Prescribed debt: it pays well to know your rights

Debt
Debt
Within minutes of my short piece on a prescribed debt case being published last week, my inbox was awash with e-mails from people desperate for more information.

Some were being hounded for old debts and had heard about prescription for the first time; for many of them too late, having already caved in to pressure and started paying.

It’s an odd piece of legislation, the Prescription Act. It was intended to incentivise credit providers and their collectors to collect debts from lapsed payers quickly, rather than sit on them for years, then track down and lean on people to pay a debt which by then had been bloated with interest and costs.

In many cases the bank or retailer wrote the debt off and sold it on to a debt collector for a song, and that collector – or possibly the one they sold it on to – is collecting for their account, not that of the bank, retailer or gym.

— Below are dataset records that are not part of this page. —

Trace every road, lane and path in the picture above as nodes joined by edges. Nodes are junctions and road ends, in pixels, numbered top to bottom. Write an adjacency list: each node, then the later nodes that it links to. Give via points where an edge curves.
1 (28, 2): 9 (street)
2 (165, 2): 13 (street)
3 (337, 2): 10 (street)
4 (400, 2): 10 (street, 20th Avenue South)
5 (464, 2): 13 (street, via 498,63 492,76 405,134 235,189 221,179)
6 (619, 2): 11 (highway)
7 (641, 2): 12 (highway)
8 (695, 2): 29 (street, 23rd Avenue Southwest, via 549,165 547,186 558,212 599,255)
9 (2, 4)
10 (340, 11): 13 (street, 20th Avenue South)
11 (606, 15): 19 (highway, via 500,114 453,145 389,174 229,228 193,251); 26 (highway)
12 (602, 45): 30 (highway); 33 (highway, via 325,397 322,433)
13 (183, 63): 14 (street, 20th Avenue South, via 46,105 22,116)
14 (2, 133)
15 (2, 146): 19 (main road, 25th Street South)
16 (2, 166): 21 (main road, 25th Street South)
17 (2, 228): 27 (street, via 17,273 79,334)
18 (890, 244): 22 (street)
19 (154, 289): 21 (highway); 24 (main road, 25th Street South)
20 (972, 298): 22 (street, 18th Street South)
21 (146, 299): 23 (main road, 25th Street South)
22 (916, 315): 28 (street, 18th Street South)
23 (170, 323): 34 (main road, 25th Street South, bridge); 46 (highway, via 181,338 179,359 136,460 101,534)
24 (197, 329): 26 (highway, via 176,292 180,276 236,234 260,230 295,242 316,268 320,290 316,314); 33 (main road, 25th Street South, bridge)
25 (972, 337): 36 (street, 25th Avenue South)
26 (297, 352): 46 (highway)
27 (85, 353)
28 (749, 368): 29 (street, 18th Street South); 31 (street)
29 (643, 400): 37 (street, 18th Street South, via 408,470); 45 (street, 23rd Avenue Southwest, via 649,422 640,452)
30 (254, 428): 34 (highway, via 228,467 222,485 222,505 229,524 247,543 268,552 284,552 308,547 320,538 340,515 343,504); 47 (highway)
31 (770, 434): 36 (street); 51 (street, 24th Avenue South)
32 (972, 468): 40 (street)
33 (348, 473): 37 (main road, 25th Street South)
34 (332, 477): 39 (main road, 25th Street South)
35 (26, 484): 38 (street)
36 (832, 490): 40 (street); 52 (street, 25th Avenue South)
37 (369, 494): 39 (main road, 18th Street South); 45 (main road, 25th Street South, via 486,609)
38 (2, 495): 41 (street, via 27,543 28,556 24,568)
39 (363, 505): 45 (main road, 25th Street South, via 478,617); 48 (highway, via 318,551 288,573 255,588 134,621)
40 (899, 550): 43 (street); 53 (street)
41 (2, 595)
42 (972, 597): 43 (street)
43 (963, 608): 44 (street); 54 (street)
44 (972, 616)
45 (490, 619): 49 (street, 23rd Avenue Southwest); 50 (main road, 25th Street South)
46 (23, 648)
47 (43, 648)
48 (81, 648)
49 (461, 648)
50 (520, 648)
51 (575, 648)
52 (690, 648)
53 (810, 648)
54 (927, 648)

And it’s not uncommon for collectors to harass people to pay debts to companies which don’t exist anymore, such as Cuthberts and Health & Racquet Club.

So here’s how prescription works, in a nutshell: if, in the past three years, you have not acknowledged a debt in any way, such as promising to pay at a future date; made a payment or been summonsed in respect of it, you can pull out your prescription trump card and refuse to pay.

However, if, like many thousands of consumers, you’ve never heard of prescription, and you either admit to once owing that company money; promise to pay later, or go ahead and make a payment, you forfeit your right to claim prescription.

Collectors often trick people into cancelling their right to claim prescription, such as asking, “So if you won the Lotto, would you pay?” A yes answer is regarded as an acknowledgement of the debt.

One collector sends SMSes to alleged debtors, asking them to “pay R95 within 48 hours and get your credit score”. If they pay that relatively small amount, their prescription defence is gone.

Incidentally, you’re entitled to one free credit bureau check a year.

It’s not illegal for credit providers or collectors to attempt to collect prescribed debt; it’s up to the consumer to raise prescription as a defence, and when they do, their files should be closed.

Often the collectors don’t give up that easily – they keep up their demands for payment, insist that the debtor provides proof of prescription or instruct their target to “send us a prescription order” from court.

National Credit Regulator spokesman Lebogang Selibi told me last year that, strictly speaking, it was true that only when a court has made a ruling that the debt has prescribed, will the prescription defence be enforceable, but practically, once an alleged debtor raised prescription as a defence, debt collectors stop collecting.

Many people cave because they are threatened with “blacklisting” – an “adverse listing” on one’s credit profile, which prevents you from being granted further credit.

Here’s the thing – the National Credit Act prohibits the listing of prescribed debt, so that’s an empty threat.

  • When the National Credit Amendment Act is signed into law, it will be illegal for prescribed debts relating to credit agreements – bank and car loans, for example – to be sold or collected.

The Association of Debt Collectors has argued that as a result, credit providers will be forced to be more “aggressive” in chasing debts, flooding the courts with summonses which would lead to emoluments attachment orders and the attachment of assets.

  • Not all debt prescribes in three years. A 30-year prescription period applies to mortgage bonds, any judgment debt, and any debt in respect of taxation imposed or levied by or any other law, including municipal rates, traffic fines and TV licences.
  • WHAT TO DO

    In Your Corner is not advocating that people don’t pay their debts. Of course it is wrong not to.

    But it’s also wrong for a collector to contact a consumer many years after an alleged default, and demand that they pay a sum which they cannot or will not substantiate.

    And with half of South Africa’s 19 million credit-active consumers currently being three months in arrears, money is best spent on current debt rather than old, inflated debt.

    So this is what I suggest you say if you get a call or SMS about a debt which has been dormant for more than three years:

    “The alleged debt has prescribed. Unless you can prove otherwise, please close my file and don’t harass me again.”

    Do that in writing, so that you have a record of it.

    If they persist, as with any other debt demand, ask to see the original contract, proof of the date of default, the handover amount and a break-down of all the costs and interest which has accrued since.

    If they can’t provide any of that, tell them you’ll see them in court.